## THE TASK
Keep only those lines of the records that include the string "Right".

*** SOURCE RECORDS ***

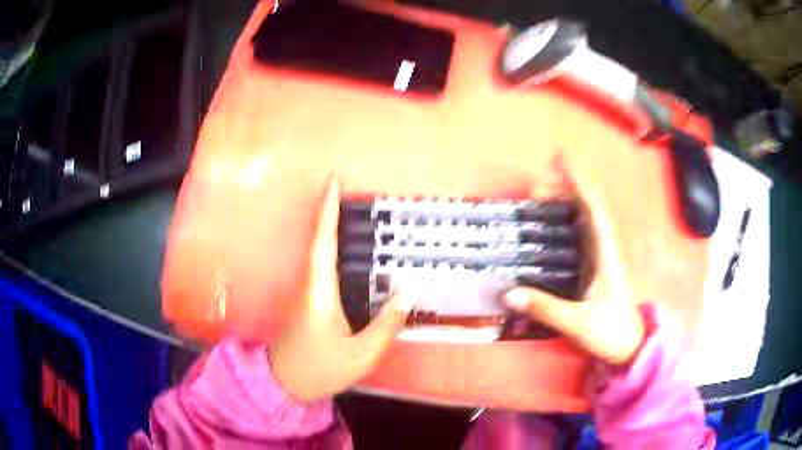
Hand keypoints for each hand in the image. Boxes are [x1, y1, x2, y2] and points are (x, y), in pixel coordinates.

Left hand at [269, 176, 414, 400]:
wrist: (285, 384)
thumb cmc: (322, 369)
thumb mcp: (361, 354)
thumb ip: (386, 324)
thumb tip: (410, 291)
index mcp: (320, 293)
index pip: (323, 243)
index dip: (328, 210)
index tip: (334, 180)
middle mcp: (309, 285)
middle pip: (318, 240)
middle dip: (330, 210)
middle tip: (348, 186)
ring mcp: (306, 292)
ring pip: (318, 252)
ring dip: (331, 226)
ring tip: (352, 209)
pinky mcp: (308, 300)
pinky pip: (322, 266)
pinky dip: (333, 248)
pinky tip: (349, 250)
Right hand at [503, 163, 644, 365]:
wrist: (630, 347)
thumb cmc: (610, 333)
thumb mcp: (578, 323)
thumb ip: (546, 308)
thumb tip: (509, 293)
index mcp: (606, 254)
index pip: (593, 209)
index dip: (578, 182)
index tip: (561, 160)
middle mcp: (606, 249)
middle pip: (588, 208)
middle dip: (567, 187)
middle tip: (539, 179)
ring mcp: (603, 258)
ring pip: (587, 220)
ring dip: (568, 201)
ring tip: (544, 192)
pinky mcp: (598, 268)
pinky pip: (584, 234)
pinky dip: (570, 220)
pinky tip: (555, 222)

*** End of SOURCE RECORDS ***
*** SOURCE RECORDS ***

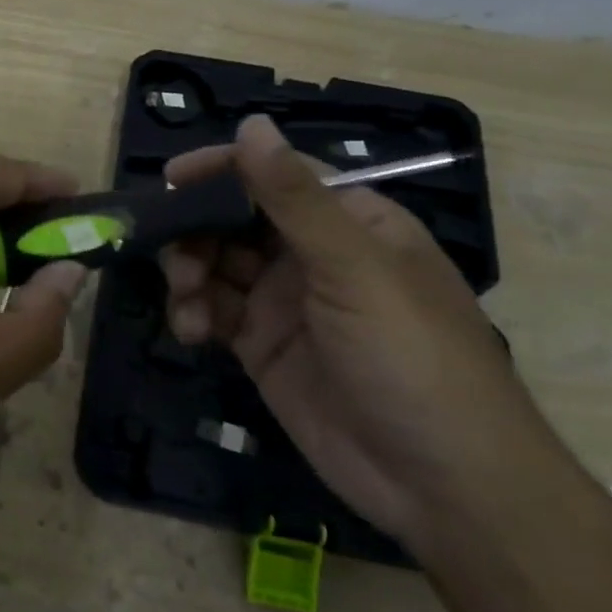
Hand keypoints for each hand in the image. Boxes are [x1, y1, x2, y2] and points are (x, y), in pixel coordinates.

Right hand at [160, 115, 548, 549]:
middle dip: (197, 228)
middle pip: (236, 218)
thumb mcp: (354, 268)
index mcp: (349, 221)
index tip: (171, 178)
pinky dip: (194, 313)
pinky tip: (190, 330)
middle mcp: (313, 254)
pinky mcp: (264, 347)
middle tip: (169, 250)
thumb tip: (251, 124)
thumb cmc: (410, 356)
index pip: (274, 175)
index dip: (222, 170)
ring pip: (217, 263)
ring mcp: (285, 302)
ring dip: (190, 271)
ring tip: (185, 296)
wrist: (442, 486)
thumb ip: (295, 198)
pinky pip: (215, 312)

*** End of SOURCE RECORDS ***
*** SOURCE RECORDS ***

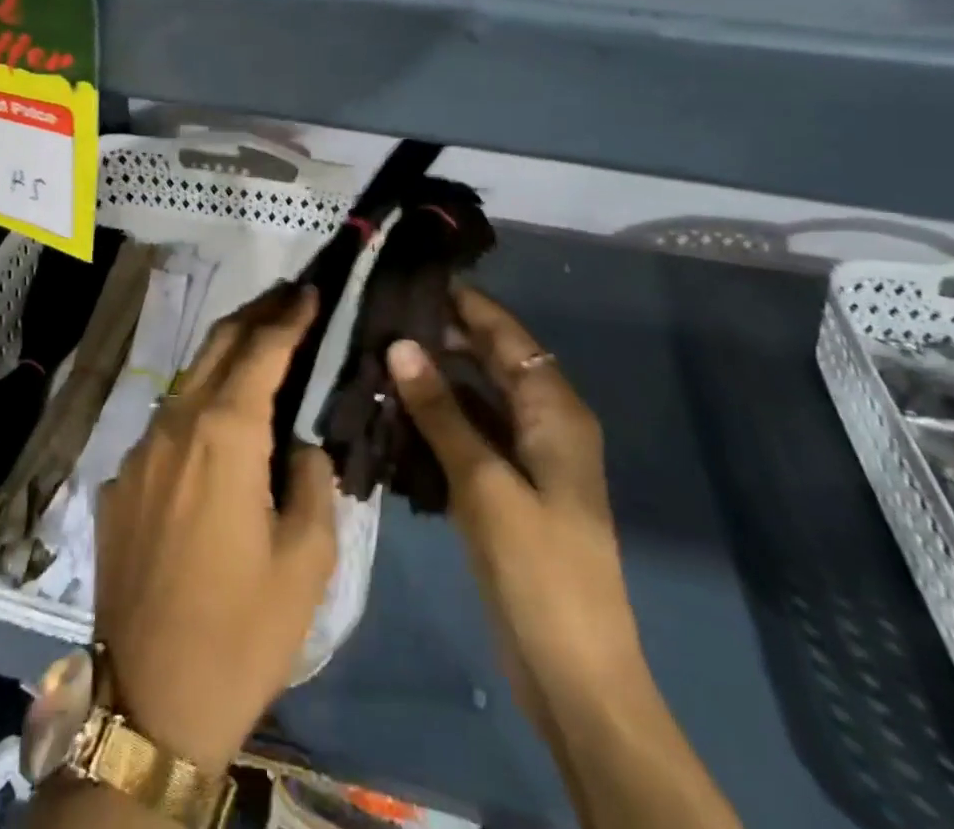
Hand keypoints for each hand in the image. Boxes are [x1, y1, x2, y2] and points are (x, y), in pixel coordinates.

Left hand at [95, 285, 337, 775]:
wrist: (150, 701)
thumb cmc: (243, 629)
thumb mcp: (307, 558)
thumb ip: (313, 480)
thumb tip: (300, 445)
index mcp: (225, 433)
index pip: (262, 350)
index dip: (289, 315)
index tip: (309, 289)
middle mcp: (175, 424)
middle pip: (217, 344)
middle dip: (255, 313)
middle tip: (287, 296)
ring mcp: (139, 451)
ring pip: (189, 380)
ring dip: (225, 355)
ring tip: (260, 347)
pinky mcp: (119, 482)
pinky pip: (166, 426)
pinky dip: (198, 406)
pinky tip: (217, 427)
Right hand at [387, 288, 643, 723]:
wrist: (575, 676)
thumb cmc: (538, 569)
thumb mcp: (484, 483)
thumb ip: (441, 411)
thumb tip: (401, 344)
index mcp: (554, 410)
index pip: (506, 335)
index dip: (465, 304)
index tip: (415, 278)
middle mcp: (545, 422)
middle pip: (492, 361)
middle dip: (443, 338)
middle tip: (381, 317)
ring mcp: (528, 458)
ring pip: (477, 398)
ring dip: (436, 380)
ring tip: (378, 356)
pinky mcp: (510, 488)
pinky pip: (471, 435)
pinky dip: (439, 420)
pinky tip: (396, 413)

*** End of SOURCE RECORDS ***

## RESPONSE
Right hand at [503, 163, 644, 365]:
Right hand at [160, 115, 548, 549]:
Right hand at [387, 288, 643, 723]:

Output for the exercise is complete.